Tepki Hayrünnisa Hanım’ın türbanına. Anayasa Mahkemesi’nin 1989 yılında verdiği bir kararla “Siyasal İslamın Sembolü” olduğu hüküm altına alınan türbanın, devletin zirvesine çıkmasını, kamusal alana girmesini kabullenemiyor asker. O yüzden bu tür tatsız, hatta trajikomik görüntüler ortaya çıkıyor.
Ve türban sorunu serinkanlılıkla konuşulmadıkça, tartışılmadıkça, bir çözüme kavuşturulmadıkça yaşanan bu tatsızlıkların, bu gerilimlerin Türkiye’yi ciddi bir siyasi krize götürmesi hiç de ihtimal dışı gözükmüyor.

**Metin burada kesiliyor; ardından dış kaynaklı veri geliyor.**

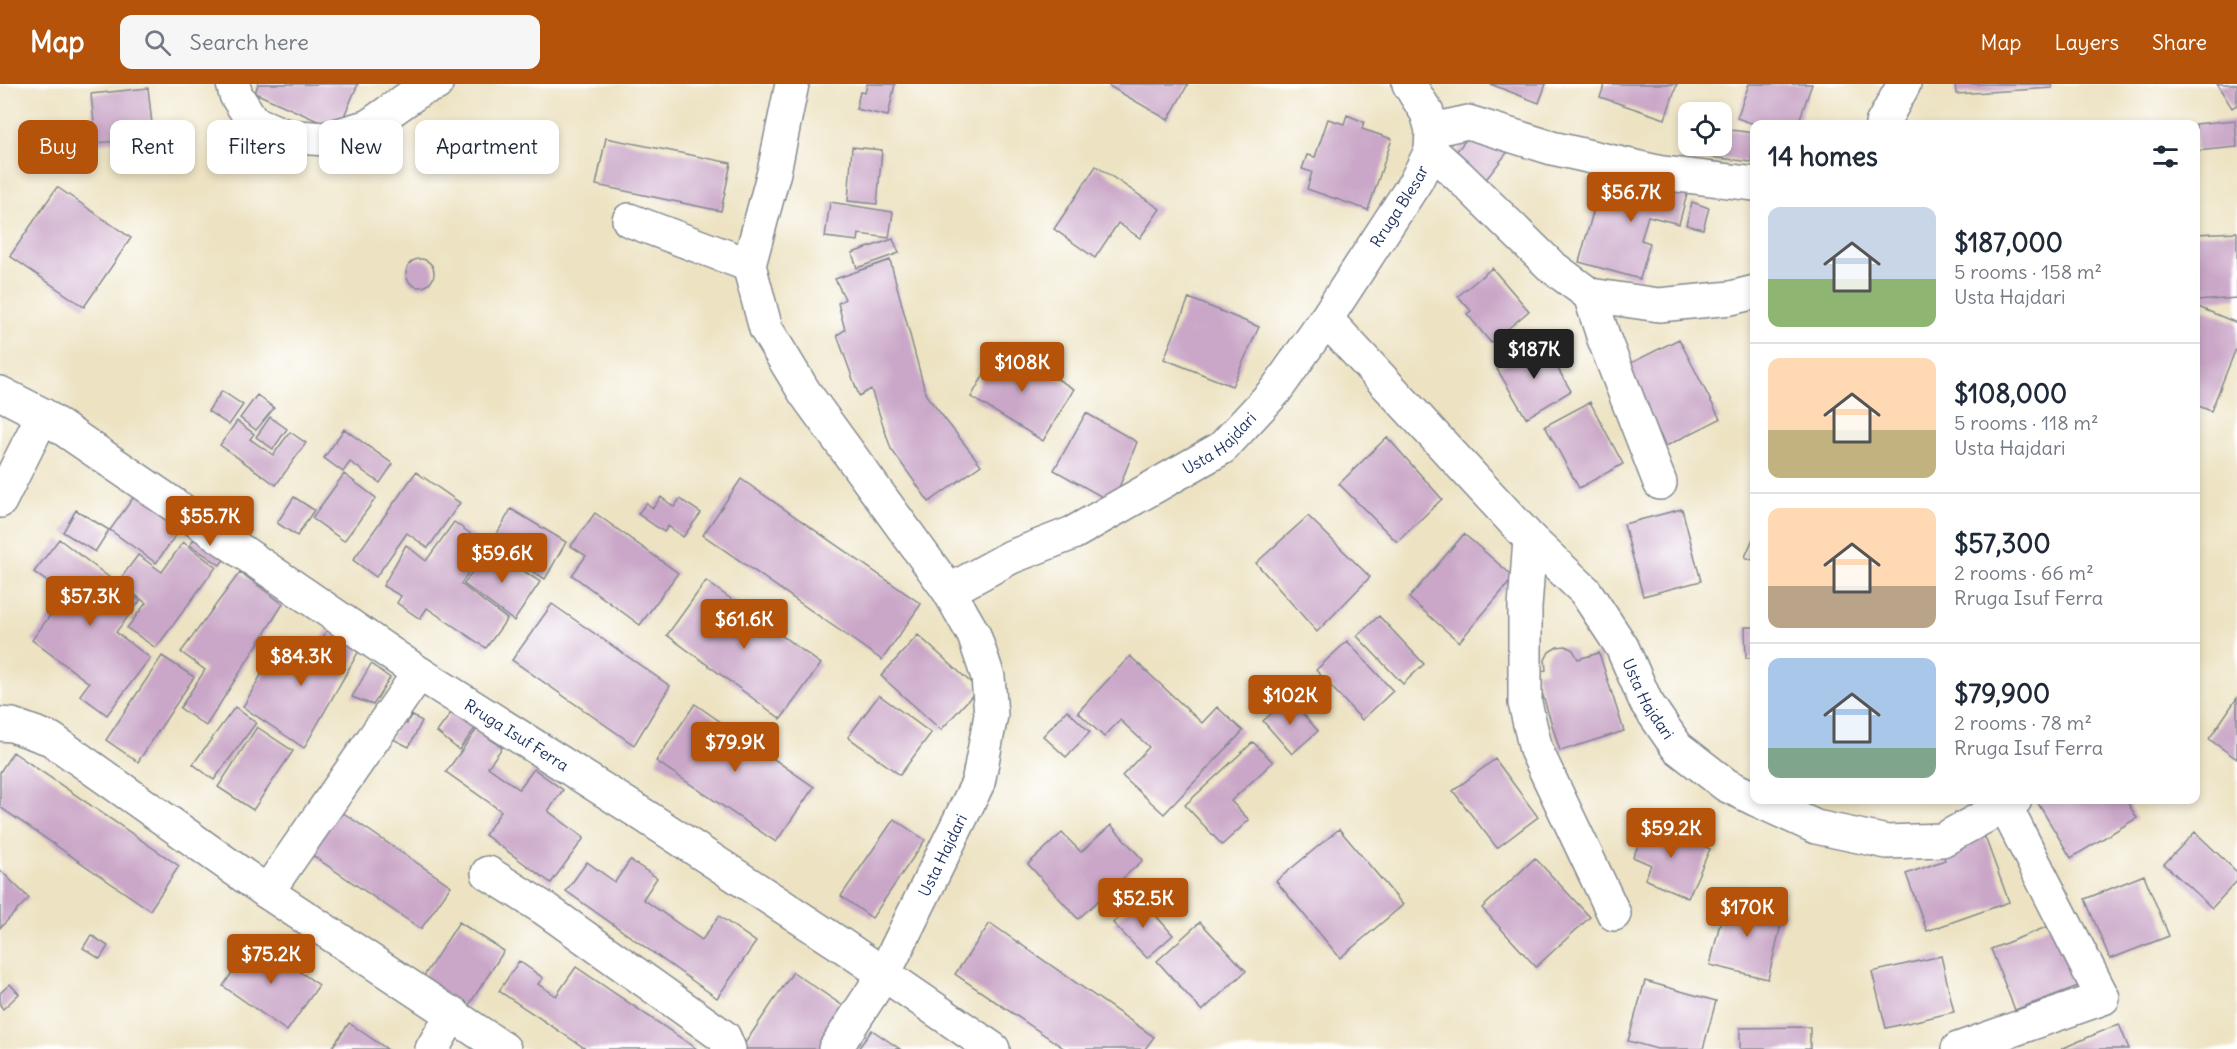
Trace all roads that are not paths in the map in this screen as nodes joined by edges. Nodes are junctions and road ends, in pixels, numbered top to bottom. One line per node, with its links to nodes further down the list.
1 (233, 84): 5 (street)
2 (792, 84): 10 (street)
3 (1410, 84): 7 (street)
4 (1904, 84): 6 (street)
5 (423, 86)
6 (1884, 120)
7 (1431, 141): 8 (street); 12 (street); 13 (street, Rruga Blesar)
8 (1750, 183)
9 (630, 220): 10 (street)
10 (749, 265): 19 (street)
11 (1750, 293): 12 (street)
12 (1590, 294): 16 (street)
13 (1326, 319): 18 (street, Usta Hajdari); 19 (street, Usta Hajdari)
14 (0, 393): 15 (street, Rruga Isuf Ferra)
15 (43, 415): 17 (street); 20 (street, Rruga Isuf Ferra)
16 (1660, 483)
17 (0, 501)
18 (1530, 539): 22 (street, Usta Hajdari); 28 (street)
19 (949, 591): 29 (street, Usta Hajdari)
20 (419, 673): 27 (street); 29 (street, Rruga Isuf Ferra)
21 (0, 724): 27 (street)
22 (1750, 796)
23 (1767, 804): 24 (street, Usta Hajdari)
24 (2008, 804)
25 (2010, 804): 36 (street)
26 (488, 873): 33 (street)
27 (267, 892): 30 (street)
28 (1614, 914)
29 (884, 974): 34 (street, Usta Hajdari); 35 (street, Rruga Isuf Ferra)
30 (453, 1013): 31 (street); 32 (street)
31 (432, 1049)
32 (504, 1049)
33 (729, 1049)
34 (835, 1049)
35 (993, 1049)
36 (1958, 1049)

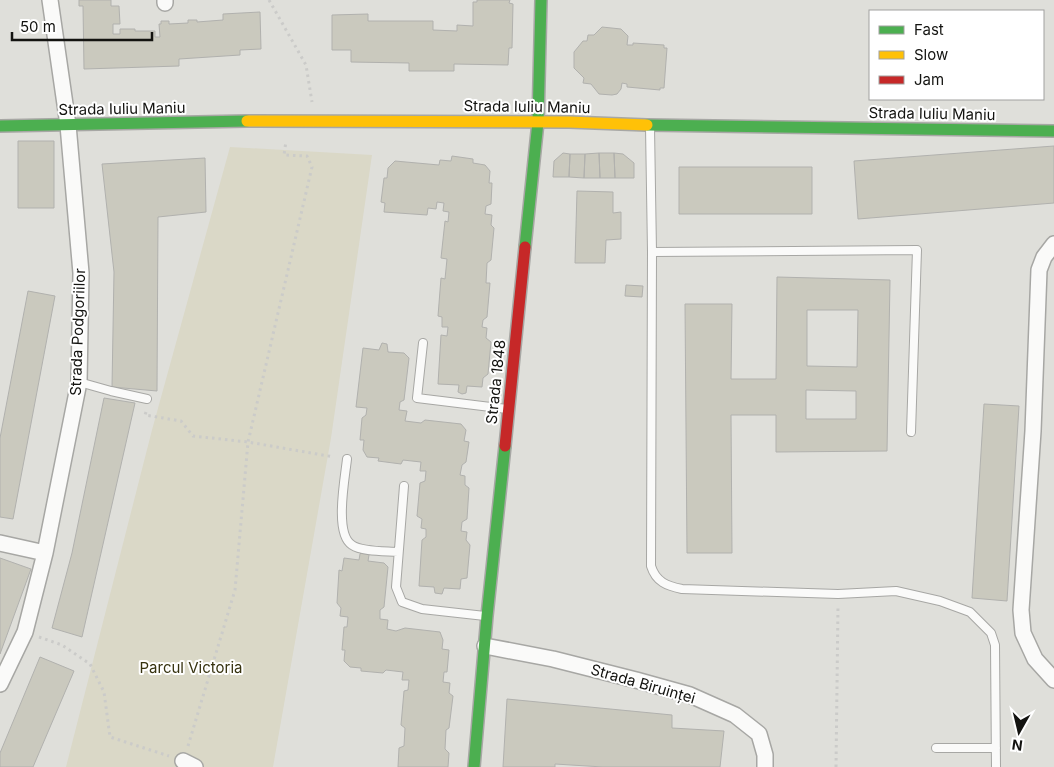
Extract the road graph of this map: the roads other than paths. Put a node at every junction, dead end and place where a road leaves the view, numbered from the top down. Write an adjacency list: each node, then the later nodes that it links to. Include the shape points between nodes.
1 (50, 0): 4 (street, Strada Podgoriilor)
2 (541, 0): 3 (street, Strada 1848)
3 (538, 122): 4 (street, Strada Iuliu Maniu, via 289,120); 5 (street, Strada Iuliu Maniu); 13 (street, Strada 1848)
4 (68, 125): 6 (street, Strada Iuliu Maniu); 11 (street, Strada Podgoriilor, via 81,273)
5 (650, 125): 7 (street, Strada Iuliu Maniu); 9 (lane)
6 (0, 126)
7 (1054, 131)
8 (1054, 244): 22 (street, via 1039,270 1033,431 1021,610 1023,633 1035,659)
9 (652, 252): 14 (lane, via 917,250); 25 (lane, via 651,566 654,574 669,587 682,589 838,594 896,592 940,601 970,612 991,633 995,645)
10 (423, 344): 13 (lane, via 417,398)
11 (79, 382): 12 (lane); 19 (street, Strada Podgoriilor)
12 (147, 399)
13 (508, 409): 20 (street, Strada 1848)
14 (911, 432)
15 (347, 459): 18 (lane, via 342,519 345,539 362,549)
16 (404, 486): 18 (lane)
17 (0, 543): 19 (street)
18 (398, 552): 20 (lane, via 396,587 402,602 422,609)
19 (45, 553): 23 (street, Strada Podgoriilor, via 24,632)
20 (487, 616): 21 (street, Strada 1848)
21 (485, 646): 26 (street, Strada 1848); 27 (street, Strada Biruinței, via 553,659 699,699 735,715 759,734 766,755)
22 (1054, 680)
23 (0, 684)
24 (936, 748): 25 (lane)
25 (996, 748): 28 (lane)
26 (474, 767)
27 (765, 767)
28 (996, 767)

Türkiye’nin öncelikle “laiklik” ve “irtica” kavramları üzerinde ortak bir tanımda uzlaşması gerekiyor. Bugün bazı kesimlerin “var” dediği irtica tehlikesi siyasi iktidar açısından “yok”. Çünkü tanımlar farklı. Önce tanımlar arasında uzlaşmaya varmak, ardından türbanın gerçekten siyasal İslamın sembolü olup olmadığı noktasında uzlaşma sağlamak gerekiyor.
Bu uzlaşma zeminini yaratacak olan da siyasi iktidar. Fakat Başbakan Erdoğan şu ana kadar bu yönde umut verici bir adım atmış değil. Anayasa çalışmalarında bile en azından şu aşamada uzlaşma arayışını gerekli görmüyor Başbakan.